Harper Lee
Harper
c/o Harper Collins
95 Broadway, New York, NY 100007
www.harpercollins.com
978006249850, $27.99, www.amazon.com
In close to forty years I’ve been a reviewer, I’ve never seen a book encounter so much negative attention as “Go Set A Watchman” In fact I can’t recall a bookstore saying if readers do not like the book, it can be returned. Too many critics and readers want “Go Set A Watchman” to be another “To Kill a Mockingbird.” This is the same mind set of many “Star Trek” fans who were so negative to “Star Trek The Next Generation.” In both cases it is their loss because both are very well done but very different. The history of this book is interesting because “Go Set A Watchman” is the first novel Lee submitted along with some other writings. It is the other writings that were expanded to became the novel “To Kill a Mockingbird” “Go Set A Watchman” was stored away until Harper Lee’s friend and attorney found the original manuscript and a manuscript copy of “To Kill a Mockingbird” in a safety deposit box sometime last year. It was submitted for publication to Harper Collins with no major changes made to the original work. Hemingway cautioned authors to store away and not publish their first novel but work on getting the second one published. That is partly the case with this novel.

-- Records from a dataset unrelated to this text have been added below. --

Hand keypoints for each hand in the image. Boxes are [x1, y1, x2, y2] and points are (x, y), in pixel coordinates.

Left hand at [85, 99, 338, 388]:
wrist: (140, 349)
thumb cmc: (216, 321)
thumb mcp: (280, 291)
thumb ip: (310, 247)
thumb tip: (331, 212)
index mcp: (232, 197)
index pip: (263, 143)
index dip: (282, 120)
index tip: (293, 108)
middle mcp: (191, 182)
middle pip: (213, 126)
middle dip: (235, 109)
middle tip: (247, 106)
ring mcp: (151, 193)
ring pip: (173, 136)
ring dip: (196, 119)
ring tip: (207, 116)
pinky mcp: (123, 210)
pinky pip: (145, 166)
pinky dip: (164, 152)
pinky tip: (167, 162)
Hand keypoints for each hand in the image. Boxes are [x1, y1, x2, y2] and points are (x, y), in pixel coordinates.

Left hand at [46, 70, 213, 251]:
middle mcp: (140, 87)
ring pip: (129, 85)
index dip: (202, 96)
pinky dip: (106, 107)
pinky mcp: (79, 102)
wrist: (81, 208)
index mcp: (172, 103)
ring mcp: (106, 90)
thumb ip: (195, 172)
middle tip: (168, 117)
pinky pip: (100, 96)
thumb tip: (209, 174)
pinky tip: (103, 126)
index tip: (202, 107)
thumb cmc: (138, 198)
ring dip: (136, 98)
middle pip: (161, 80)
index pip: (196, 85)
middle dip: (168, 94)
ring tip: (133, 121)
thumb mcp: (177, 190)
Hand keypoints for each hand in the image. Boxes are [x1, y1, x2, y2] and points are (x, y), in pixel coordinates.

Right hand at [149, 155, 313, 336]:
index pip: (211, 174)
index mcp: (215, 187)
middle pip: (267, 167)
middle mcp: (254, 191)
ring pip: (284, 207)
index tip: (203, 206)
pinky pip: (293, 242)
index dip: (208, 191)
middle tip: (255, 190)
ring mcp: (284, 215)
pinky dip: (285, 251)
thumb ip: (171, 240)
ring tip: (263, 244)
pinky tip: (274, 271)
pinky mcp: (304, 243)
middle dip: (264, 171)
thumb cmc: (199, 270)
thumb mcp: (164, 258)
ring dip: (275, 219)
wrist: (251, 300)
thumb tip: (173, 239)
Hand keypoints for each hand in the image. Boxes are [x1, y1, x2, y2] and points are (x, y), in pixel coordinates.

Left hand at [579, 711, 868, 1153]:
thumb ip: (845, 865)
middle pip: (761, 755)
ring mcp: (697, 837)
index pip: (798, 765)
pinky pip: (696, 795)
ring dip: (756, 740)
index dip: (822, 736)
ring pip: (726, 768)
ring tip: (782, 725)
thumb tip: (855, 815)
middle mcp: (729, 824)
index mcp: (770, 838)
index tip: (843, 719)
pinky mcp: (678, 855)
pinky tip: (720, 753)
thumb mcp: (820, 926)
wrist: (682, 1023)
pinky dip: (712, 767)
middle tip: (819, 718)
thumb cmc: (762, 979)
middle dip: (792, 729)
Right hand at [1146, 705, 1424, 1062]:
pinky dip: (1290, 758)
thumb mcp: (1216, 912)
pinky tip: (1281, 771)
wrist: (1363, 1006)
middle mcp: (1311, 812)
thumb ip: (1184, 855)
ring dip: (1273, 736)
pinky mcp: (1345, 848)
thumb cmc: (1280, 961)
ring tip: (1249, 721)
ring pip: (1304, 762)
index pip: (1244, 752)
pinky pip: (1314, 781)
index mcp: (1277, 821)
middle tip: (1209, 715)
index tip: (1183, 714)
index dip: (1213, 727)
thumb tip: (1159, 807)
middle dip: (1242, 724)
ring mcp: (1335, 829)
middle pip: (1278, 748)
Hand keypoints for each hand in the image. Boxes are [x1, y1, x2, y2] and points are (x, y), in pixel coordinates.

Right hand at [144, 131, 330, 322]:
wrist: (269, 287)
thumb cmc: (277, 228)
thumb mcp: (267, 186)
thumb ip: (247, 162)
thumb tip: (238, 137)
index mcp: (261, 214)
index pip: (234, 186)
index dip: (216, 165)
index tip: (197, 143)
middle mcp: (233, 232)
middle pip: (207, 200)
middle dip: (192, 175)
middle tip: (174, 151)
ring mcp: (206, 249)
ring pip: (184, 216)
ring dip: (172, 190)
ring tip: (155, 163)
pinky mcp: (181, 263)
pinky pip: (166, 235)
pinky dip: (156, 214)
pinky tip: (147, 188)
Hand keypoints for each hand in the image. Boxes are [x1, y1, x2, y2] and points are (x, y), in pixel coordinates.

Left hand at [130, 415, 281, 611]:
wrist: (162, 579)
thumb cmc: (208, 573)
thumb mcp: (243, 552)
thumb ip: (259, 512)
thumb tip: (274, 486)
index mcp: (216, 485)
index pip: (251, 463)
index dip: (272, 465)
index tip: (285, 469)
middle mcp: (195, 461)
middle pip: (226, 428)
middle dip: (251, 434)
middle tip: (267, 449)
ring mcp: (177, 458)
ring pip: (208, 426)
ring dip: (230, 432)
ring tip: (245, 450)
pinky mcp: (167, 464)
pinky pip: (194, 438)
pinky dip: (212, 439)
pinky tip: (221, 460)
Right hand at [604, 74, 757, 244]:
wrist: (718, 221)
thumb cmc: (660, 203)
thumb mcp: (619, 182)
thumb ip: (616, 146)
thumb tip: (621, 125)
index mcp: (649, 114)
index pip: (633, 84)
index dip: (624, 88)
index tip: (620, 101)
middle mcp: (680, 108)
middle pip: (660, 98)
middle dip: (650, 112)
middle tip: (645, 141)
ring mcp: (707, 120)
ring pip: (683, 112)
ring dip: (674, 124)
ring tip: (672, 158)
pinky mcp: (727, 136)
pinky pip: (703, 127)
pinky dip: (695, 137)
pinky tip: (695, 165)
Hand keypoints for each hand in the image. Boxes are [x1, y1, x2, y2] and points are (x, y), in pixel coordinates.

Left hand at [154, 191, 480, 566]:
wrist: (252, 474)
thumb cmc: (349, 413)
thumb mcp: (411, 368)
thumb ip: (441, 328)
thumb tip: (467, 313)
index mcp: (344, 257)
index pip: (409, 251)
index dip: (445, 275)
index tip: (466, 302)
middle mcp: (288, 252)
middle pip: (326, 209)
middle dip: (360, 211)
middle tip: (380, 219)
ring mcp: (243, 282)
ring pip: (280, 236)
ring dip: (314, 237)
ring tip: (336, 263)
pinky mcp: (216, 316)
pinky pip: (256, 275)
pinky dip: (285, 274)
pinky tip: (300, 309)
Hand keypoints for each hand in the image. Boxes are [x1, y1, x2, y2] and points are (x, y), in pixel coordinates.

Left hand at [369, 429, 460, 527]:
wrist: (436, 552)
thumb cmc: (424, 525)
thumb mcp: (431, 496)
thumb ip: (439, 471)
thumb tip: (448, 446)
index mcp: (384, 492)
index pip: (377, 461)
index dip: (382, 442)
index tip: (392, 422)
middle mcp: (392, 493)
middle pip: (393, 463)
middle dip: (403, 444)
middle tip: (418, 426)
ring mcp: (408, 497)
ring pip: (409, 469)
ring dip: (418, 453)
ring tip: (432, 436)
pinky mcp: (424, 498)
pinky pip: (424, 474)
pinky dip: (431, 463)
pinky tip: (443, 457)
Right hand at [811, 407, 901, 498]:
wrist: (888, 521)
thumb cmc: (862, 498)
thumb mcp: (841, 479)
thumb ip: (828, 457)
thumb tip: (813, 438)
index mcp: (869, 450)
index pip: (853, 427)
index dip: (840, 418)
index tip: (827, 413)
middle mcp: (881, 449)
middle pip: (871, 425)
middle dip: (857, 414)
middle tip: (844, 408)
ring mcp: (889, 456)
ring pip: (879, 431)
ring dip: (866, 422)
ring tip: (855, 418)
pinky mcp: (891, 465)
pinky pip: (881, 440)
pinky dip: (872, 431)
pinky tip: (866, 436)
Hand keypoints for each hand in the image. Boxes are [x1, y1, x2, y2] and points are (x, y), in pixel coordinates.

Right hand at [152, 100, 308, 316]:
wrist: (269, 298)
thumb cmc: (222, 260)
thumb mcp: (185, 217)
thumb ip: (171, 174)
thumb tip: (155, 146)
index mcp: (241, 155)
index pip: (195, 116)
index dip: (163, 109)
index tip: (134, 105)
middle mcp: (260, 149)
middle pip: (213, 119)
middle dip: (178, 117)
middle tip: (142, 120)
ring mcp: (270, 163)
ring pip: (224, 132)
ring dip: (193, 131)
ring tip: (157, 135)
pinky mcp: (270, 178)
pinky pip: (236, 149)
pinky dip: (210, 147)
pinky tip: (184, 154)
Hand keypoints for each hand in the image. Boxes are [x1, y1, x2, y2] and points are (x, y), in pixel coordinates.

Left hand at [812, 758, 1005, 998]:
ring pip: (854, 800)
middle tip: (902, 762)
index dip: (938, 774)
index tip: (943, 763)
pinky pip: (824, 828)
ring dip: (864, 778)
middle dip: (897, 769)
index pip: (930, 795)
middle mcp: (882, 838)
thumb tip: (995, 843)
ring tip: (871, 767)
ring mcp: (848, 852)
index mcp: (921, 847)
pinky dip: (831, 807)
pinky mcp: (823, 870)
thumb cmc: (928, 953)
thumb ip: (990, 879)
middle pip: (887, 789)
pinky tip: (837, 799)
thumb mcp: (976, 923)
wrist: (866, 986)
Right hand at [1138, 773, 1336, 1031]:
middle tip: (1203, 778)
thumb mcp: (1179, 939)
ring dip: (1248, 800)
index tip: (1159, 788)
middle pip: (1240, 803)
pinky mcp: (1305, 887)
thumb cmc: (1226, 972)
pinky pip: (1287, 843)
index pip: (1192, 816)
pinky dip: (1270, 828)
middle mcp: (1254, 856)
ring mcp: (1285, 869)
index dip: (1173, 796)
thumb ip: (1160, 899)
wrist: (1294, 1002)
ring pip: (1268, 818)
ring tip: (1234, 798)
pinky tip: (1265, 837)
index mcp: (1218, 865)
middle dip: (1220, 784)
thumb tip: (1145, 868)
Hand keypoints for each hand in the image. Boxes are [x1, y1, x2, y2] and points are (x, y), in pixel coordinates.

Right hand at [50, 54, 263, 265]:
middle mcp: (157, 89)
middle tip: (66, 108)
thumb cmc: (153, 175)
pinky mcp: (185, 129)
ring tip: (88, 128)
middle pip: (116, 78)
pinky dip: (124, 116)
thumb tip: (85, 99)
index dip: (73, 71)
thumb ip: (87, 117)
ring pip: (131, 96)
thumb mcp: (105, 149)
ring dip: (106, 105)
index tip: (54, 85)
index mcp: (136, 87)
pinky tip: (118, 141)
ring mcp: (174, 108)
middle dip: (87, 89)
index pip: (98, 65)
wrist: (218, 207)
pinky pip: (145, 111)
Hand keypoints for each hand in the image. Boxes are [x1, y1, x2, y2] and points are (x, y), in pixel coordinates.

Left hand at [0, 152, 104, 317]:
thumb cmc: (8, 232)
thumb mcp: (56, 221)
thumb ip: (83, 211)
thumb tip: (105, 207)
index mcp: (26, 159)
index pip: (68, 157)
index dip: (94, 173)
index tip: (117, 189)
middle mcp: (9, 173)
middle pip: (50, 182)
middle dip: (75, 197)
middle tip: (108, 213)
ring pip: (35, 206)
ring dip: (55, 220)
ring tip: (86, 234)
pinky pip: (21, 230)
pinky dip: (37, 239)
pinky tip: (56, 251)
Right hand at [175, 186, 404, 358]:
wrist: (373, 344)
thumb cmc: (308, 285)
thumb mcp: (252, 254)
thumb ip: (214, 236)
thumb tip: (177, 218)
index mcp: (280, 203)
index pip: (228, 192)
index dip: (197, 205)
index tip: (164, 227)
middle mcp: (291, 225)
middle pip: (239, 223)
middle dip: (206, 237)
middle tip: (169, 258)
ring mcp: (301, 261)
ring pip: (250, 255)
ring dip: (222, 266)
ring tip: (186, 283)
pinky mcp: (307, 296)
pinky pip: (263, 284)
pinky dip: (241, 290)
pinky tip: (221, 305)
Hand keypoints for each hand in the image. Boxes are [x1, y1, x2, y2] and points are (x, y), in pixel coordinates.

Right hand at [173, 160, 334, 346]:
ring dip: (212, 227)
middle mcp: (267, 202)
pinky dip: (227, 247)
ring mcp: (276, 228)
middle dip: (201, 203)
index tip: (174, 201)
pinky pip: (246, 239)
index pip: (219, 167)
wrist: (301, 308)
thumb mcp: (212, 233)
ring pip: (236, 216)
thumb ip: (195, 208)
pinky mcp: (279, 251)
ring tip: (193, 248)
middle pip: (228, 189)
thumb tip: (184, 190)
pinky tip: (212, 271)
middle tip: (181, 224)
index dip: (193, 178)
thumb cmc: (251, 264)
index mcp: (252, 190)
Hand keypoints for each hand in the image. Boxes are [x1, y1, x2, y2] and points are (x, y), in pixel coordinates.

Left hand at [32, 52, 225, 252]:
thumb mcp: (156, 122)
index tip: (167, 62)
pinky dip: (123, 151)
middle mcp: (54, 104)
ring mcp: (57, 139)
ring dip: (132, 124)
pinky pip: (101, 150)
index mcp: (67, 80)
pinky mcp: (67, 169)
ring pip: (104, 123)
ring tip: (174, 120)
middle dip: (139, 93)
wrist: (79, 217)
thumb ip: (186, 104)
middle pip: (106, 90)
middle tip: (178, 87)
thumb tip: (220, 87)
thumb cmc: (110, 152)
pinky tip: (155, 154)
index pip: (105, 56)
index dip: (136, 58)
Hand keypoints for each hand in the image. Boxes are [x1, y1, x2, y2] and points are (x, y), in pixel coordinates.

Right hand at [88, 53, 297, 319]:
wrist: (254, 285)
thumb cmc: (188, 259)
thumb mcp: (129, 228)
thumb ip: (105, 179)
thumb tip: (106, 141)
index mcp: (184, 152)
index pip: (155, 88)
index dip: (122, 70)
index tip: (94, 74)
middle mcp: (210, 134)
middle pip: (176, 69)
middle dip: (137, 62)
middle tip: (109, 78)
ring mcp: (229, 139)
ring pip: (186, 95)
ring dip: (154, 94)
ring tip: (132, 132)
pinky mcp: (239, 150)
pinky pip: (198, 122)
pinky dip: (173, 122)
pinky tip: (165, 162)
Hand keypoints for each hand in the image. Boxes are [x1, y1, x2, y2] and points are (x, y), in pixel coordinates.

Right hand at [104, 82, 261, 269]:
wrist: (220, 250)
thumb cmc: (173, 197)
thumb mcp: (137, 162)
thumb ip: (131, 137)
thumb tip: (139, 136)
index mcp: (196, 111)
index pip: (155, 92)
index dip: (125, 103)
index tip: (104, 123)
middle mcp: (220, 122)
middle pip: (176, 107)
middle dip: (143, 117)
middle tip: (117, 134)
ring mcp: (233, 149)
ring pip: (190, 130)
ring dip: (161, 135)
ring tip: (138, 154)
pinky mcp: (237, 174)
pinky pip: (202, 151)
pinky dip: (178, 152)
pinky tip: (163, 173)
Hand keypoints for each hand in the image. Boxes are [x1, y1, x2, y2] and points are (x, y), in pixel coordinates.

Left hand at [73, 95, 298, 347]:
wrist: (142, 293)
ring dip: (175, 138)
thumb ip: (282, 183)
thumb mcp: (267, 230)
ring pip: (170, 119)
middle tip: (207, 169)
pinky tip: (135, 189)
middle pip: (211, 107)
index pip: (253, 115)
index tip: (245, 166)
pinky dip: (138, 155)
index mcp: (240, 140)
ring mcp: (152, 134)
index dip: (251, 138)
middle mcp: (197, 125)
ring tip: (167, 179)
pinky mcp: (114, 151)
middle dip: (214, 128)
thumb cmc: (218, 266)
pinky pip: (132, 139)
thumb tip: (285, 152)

“Go Set A Watchman” is enjoyable and worth reading. Jean Louise Finch (Scout) is now 26 years of age and been away living and working in New York City. She comes home for a visit and learns that things are not the way she always believed. She is sickened to find that her father Atticus Finch is a racist and that everyone she knew is not what she thought. Through the use of flashbacks Harper Lee shows the difference in Jean Louise Finch’s feelings towards the other people she adored until now. For some readers the fact that her father Atticus is a racist is very hard to take because of the depiction of him in “To Kill a Mockingbird” and in that novel he defended a black defendant. In “Go See a Watchman” we learn that he took the case because he could not tolerate the injustice that was being done to an innocent man. People also tend to forget that Jean Louise Finch in “To Kill a Mockingbird” was 6 years old and that she believed her father could do no wrong. Now she is older, wiser and changed because she has been away from her roots that have not changed. How many of us adored our parents as kids and learned something in later life that changed our perception of them. “Go Set a Watchman” is a fast paced wonderful character study of how our perceptions change based on life experiences.